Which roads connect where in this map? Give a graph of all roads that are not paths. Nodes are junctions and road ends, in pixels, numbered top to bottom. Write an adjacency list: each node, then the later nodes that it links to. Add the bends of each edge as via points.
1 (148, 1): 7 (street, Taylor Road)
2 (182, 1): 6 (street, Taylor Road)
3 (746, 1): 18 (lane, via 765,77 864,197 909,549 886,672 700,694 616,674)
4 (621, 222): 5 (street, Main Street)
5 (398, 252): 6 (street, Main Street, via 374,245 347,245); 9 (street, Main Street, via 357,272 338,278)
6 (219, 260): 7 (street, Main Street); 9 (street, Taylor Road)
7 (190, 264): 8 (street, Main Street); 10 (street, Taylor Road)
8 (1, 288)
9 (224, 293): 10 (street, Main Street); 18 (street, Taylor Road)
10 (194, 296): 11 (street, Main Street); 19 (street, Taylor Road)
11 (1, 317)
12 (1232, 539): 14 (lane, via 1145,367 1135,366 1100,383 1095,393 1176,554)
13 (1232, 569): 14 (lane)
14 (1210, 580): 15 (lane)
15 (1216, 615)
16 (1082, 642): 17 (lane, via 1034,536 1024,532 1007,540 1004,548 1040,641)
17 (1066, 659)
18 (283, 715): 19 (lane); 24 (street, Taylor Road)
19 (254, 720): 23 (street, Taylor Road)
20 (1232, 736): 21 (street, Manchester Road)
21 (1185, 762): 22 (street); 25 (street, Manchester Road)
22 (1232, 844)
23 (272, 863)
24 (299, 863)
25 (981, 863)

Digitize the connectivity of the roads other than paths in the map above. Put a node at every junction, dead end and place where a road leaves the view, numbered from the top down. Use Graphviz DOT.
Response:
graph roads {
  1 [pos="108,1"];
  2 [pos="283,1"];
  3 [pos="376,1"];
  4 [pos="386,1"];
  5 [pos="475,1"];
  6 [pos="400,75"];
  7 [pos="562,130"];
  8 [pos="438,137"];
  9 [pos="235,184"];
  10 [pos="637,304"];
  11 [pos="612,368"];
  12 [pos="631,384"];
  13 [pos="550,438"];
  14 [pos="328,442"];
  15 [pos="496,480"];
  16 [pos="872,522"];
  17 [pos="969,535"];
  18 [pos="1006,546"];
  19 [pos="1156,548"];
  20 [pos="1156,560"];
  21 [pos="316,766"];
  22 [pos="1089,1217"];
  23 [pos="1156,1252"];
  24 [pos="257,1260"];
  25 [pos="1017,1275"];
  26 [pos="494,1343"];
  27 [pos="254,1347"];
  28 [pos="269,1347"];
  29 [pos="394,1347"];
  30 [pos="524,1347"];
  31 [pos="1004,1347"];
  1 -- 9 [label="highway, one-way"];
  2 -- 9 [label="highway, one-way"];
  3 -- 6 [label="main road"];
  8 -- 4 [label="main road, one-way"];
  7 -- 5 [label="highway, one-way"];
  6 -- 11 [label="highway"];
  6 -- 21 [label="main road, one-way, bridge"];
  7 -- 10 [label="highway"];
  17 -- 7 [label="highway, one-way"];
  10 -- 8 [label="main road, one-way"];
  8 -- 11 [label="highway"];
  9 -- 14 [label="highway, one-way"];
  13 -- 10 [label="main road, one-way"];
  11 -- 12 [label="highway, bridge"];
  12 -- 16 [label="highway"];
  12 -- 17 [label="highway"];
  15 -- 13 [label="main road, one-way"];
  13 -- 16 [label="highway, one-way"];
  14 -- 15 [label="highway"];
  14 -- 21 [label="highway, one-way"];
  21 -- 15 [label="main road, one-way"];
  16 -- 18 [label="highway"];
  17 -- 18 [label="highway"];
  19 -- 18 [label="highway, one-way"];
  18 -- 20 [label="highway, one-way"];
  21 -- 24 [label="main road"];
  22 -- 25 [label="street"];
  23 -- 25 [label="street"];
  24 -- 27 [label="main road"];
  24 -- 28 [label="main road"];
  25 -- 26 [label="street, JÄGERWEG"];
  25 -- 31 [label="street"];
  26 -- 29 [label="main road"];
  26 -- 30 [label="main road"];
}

▸ What to produce: After locating the line containing "Digitize the connectivity", give that line and every later line of the listing again exactly, up to and including the last.

▸ Task response:
Digitize the connectivity of the roads other than paths in the map above. Put a node at every junction, dead end and place where a road leaves the view, numbered from the top down. Use Graphviz DOT.
Response:
graph roads {
  1 [pos="108,1"];
  2 [pos="283,1"];
  3 [pos="376,1"];
  4 [pos="386,1"];
  5 [pos="475,1"];
  6 [pos="400,75"];
  7 [pos="562,130"];
  8 [pos="438,137"];
  9 [pos="235,184"];
  10 [pos="637,304"];
  11 [pos="612,368"];
  12 [pos="631,384"];
  13 [pos="550,438"];
  14 [pos="328,442"];
  15 [pos="496,480"];
  16 [pos="872,522"];
  17 [pos="969,535"];
  18 [pos="1006,546"];
  19 [pos="1156,548"];
  20 [pos="1156,560"];
  21 [pos="316,766"];
  22 [pos="1089,1217"];
  23 [pos="1156,1252"];
  24 [pos="257,1260"];
  25 [pos="1017,1275"];
  26 [pos="494,1343"];
  27 [pos="254,1347"];
  28 [pos="269,1347"];
  29 [pos="394,1347"];
  30 [pos="524,1347"];
  31 [pos="1004,1347"];
  1 -- 9 [label="highway, one-way"];
  2 -- 9 [label="highway, one-way"];
  3 -- 6 [label="main road"];
  8 -- 4 [label="main road, one-way"];
  7 -- 5 [label="highway, one-way"];
  6 -- 11 [label="highway"];
  6 -- 21 [label="main road, one-way, bridge"];
  7 -- 10 [label="highway"];
  17 -- 7 [label="highway, one-way"];
  10 -- 8 [label="main road, one-way"];
  8 -- 11 [label="highway"];
  9 -- 14 [label="highway, one-way"];
  13 -- 10 [label="main road, one-way"];
  11 -- 12 [label="highway, bridge"];
  12 -- 16 [label="highway"];
  12 -- 17 [label="highway"];
  15 -- 13 [label="main road, one-way"];
  13 -- 16 [label="highway, one-way"];
  14 -- 15 [label="highway"];
  14 -- 21 [label="highway, one-way"];
  21 -- 15 [label="main road, one-way"];
  16 -- 18 [label="highway"];
  17 -- 18 [label="highway"];
  19 -- 18 [label="highway, one-way"];
  18 -- 20 [label="highway, one-way"];
  21 -- 24 [label="main road"];
  22 -- 25 [label="street"];
  23 -- 25 [label="street"];
  24 -- 27 [label="main road"];
  24 -- 28 [label="main road"];
  25 -- 26 [label="street, JÄGERWEG"];
  25 -- 31 [label="street"];
  26 -- 29 [label="main road"];
  26 -- 30 [label="main road"];
}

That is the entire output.